Creating Escape Rooms in ThingLink’s Scenario Builder

The difference between creating escape rooms in the main ThingLink editor and in Scenario Builder is that instead of one linear path that the user has to take from room to room, you can create multiple paths or consequences in Scenario Builder depending on the choice or response. A choose your own adventure game! You can also add the timer function to the entire game, or to individual sections with Scenario Builder.

“Because I can now use Scenario Builder, this is the first time that I could really go all out without constraint. This is probably the most excited I’ve ever been for a project because I had the Titanic theme on the back burner for a long time. Because until now we didn’t have the tools to do it the way that I actually wanted to do it.”
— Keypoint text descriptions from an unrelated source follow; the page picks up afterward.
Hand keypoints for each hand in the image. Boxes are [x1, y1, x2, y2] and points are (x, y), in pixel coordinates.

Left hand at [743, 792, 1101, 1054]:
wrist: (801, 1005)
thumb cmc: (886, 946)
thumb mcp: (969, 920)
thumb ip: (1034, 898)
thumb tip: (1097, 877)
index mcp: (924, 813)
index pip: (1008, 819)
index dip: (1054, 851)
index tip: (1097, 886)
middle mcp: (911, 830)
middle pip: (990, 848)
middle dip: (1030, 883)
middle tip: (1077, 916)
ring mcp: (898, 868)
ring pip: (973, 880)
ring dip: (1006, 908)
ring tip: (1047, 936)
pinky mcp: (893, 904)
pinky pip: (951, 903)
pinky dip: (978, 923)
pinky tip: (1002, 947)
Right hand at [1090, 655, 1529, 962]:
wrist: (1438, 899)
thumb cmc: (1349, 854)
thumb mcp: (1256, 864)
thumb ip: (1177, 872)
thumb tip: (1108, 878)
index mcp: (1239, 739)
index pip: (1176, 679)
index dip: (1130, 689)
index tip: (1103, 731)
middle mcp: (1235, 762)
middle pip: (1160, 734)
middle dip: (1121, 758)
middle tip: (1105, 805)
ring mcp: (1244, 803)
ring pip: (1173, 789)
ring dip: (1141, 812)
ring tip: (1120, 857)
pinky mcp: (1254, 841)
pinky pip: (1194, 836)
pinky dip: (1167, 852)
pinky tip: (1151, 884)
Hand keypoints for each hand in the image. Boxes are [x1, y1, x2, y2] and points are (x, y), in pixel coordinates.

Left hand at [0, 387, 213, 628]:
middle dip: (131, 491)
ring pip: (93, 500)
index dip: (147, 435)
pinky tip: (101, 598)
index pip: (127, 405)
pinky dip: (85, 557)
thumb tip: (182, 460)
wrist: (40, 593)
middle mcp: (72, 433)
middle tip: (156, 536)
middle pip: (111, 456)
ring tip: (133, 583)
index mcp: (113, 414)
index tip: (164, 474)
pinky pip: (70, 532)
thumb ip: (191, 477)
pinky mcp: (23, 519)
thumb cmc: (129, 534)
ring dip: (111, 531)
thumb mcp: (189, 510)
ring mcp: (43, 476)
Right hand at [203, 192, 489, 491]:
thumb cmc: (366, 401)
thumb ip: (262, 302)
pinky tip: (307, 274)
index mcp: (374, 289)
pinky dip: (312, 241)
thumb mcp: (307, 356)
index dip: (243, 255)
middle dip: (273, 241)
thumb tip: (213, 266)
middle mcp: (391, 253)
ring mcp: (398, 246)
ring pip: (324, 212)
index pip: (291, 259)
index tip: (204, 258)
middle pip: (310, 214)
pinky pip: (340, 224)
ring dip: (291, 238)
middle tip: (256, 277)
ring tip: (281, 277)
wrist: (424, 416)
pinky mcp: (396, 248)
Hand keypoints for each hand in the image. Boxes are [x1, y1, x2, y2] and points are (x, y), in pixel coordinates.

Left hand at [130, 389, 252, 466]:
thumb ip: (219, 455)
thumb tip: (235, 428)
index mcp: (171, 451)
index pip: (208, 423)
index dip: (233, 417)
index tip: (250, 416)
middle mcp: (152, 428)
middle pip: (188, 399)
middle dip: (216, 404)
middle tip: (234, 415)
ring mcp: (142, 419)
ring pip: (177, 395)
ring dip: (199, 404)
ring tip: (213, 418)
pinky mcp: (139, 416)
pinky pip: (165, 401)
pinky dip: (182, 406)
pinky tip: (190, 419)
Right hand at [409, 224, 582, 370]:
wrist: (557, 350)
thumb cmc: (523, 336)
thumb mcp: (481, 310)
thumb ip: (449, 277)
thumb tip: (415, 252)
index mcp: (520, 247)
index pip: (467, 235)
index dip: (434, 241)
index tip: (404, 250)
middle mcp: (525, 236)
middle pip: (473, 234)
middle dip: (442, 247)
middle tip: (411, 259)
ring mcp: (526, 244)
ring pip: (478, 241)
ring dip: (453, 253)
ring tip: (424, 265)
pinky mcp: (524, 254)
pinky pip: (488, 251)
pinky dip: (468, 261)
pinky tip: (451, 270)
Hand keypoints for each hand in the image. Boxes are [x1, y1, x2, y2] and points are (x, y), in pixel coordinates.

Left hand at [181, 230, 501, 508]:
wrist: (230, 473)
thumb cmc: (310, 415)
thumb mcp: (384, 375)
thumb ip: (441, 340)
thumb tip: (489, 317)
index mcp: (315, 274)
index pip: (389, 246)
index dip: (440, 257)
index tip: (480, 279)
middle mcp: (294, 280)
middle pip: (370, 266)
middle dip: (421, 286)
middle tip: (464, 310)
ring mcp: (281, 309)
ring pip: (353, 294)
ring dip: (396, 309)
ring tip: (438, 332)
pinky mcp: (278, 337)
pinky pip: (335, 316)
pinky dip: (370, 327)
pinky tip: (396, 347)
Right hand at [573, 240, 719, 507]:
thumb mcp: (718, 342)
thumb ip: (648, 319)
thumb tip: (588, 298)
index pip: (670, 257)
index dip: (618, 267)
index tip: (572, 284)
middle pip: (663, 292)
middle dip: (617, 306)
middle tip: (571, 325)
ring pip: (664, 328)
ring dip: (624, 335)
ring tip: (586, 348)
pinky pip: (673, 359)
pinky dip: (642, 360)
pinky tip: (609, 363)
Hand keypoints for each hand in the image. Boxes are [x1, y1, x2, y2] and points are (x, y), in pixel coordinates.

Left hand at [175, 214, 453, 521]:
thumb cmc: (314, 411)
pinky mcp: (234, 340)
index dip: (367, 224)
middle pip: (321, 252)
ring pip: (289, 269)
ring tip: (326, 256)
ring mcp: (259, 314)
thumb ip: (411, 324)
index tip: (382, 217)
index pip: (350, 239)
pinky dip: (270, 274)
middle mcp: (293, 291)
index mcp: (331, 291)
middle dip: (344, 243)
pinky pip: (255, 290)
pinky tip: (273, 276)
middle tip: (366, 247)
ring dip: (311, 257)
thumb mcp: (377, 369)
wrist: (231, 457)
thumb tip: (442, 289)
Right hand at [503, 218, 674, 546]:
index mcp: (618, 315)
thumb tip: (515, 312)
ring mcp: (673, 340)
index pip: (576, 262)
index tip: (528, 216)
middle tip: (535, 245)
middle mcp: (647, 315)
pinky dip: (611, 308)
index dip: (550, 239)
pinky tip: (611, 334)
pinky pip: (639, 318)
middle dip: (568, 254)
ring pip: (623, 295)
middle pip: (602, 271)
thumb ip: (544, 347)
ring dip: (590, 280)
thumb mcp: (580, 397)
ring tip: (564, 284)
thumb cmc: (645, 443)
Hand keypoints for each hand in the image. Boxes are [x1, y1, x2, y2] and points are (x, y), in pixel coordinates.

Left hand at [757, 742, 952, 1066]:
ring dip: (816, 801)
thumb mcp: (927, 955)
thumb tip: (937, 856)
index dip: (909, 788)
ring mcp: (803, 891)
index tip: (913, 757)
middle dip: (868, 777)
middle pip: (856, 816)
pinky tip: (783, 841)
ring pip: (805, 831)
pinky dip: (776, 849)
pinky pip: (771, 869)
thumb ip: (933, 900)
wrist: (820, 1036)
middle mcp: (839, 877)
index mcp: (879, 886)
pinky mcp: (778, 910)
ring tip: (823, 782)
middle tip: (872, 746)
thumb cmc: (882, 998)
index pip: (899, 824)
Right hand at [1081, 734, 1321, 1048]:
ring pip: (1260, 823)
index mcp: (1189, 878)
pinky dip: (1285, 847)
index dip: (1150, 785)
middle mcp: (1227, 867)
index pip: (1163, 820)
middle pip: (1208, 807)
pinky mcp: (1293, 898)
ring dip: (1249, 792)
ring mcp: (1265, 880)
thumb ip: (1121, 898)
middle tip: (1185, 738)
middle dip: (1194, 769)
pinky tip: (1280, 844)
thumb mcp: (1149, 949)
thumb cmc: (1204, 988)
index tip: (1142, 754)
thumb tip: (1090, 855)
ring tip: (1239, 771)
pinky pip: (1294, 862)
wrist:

Dwitney Bethel, Urban Escapade

ThingLink: A responsive platform that adapts to user needs and feedback

I told ThingLink about the areas that I would have liked to change over the years. They’ve always kept me up to date with any changes and that’s how [my work] has been able to grow. So as ThingLink added different features, I did as well. And so it’s been a great tool and resource for me.”

Dwitney Bethel, Urban Escapade

If there is a feature or development you would like to suggest for ThingLink, please get in touch! Our team are always open to new ideas: in fact many of the new features that we have introduced over the last few years have been a direct result of our customer feedback and suggestions. We also love to see how you have been using ThingLink, so if you would like to be featured in a similar case study, do let us know!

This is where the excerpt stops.